Erdogan musste sich von der Rhetorik „Assad-muss-weg“ verabschieden, sich am Kampf gegen den IS beteiligen und von einigen seiner Lieblingsgruppen trennen. Im Gegenzug erhielt er scheinbar die Zusage, dass die Kurden bei den Friedensgesprächen ausgeschaltet werden, ihre Selbstverwaltungen keine Anerkennung finden würden und Syrien ein Zentralstaat bliebe.

Gleich nach den ersten Konsultationen mit Russland und Iran sowie mit der Assad-Regierung drangen türkische Panzer nach Jarabulus vor, um die Verbindung zweier kurdischen Enklaven –Kobanê und Afrin- abzuschneiden und ein durchgehendes Gebilde der kurdischen Gebiete zu verhindern. Kurdische Ortschaften sind seit Sommer 2016 verstärkt Ziel der türkischen Kriegsmaschinerie geworden.

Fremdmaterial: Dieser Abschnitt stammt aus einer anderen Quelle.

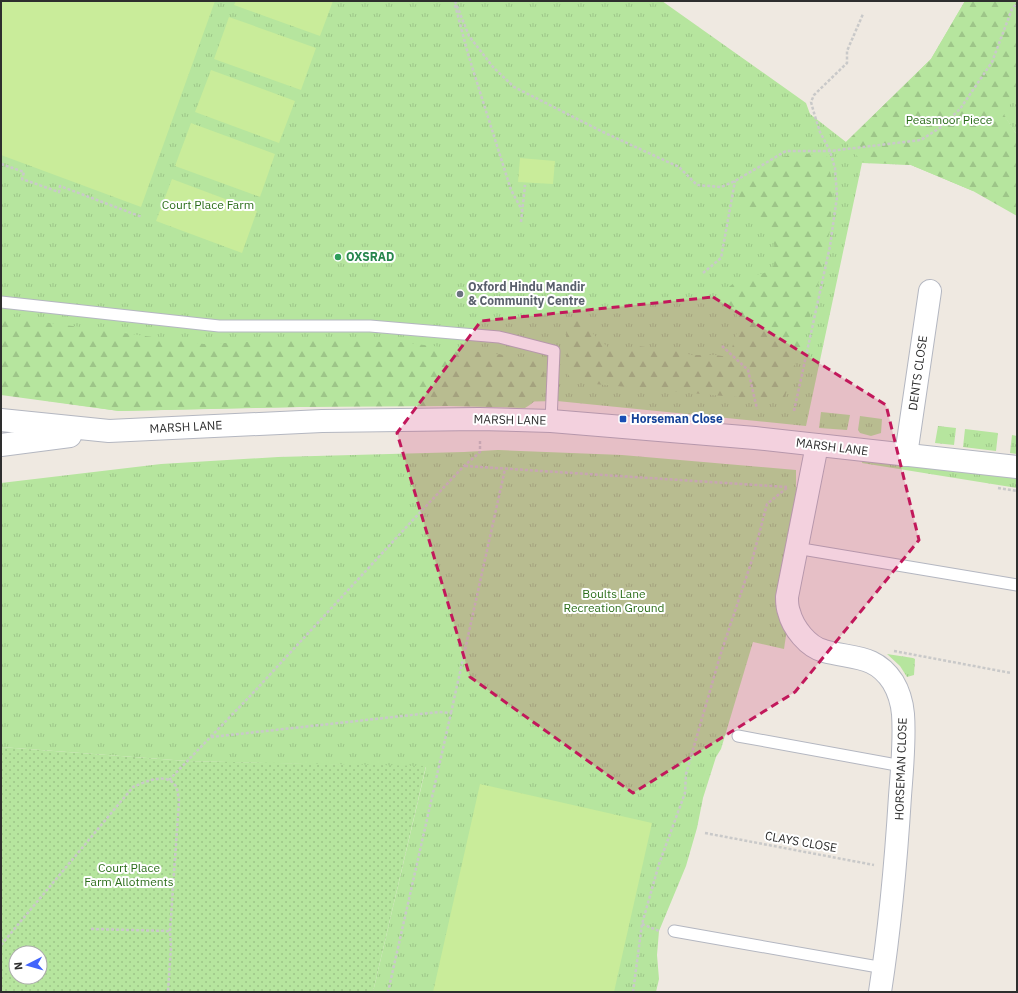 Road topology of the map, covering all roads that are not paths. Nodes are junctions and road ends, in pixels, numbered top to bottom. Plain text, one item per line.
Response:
1 (930, 291) dead end
2 (1, 302) edge
3 (1, 420) edge
4 (550, 421) junction
5 (109, 431) junction
6 (1, 444) edge
7 (817, 445) junction
8 (906, 455) junction
9 (1017, 467) edge
10 (796, 548) junction
11 (1017, 584) edge
12 (738, 736) dead end
13 (902, 766) junction
14 (674, 931) dead end
15 (884, 968) junction
16 (880, 992) edge

1 - 8 main road, DENTS CLOSE
2 - 4 lane
3 - 5 main road, MARSH LANE
4 - 5 main road, MARSH LANE
4 - 7 main road, MARSH LANE
5 - 6 main road
7 - 8 main road, MARSH LANE
7 - 10 main road, HORSEMAN CLOSE
8 - 9 main road, MARSH LANE
10 - 11 lane
10 - 13 main road, HORSEMAN CLOSE
12 - 13 lane
13 - 15 main road, HORSEMAN CLOSE
14 - 15 lane
15 - 16 main road, HORSEMAN CLOSE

Wie zu sehen ist, tanzt Erdogan auf zwei Hochzeiten rivalisierender Weltmächte, Russland und USA, gleichzeitig. Ob das Spiel des Nato-Mitglieds Türkei aufgeht, hängt von der Haltung der AmerikanerInnen ab, die das Ganze von der sicheren Tribüne aus beobachten. Auch diesmal besteht für die KurdInnen die Gefahr, Opfer der Interessen der Großmächte und Staaten in der Region zu sein. Auf der Agenda stünde in diesem Fall auch die Vernichtung des gemeinsam mit ethnischen und religiösen Gruppen installierten Experimentes eines föderalen Syriens basierend auf Säkularismus, Partizipation und Selbstbestimmung.

Die EU, die Bundesregierung und demokratische Kräfte sind eingeladen, Farbe zu bekennen und zu handeln!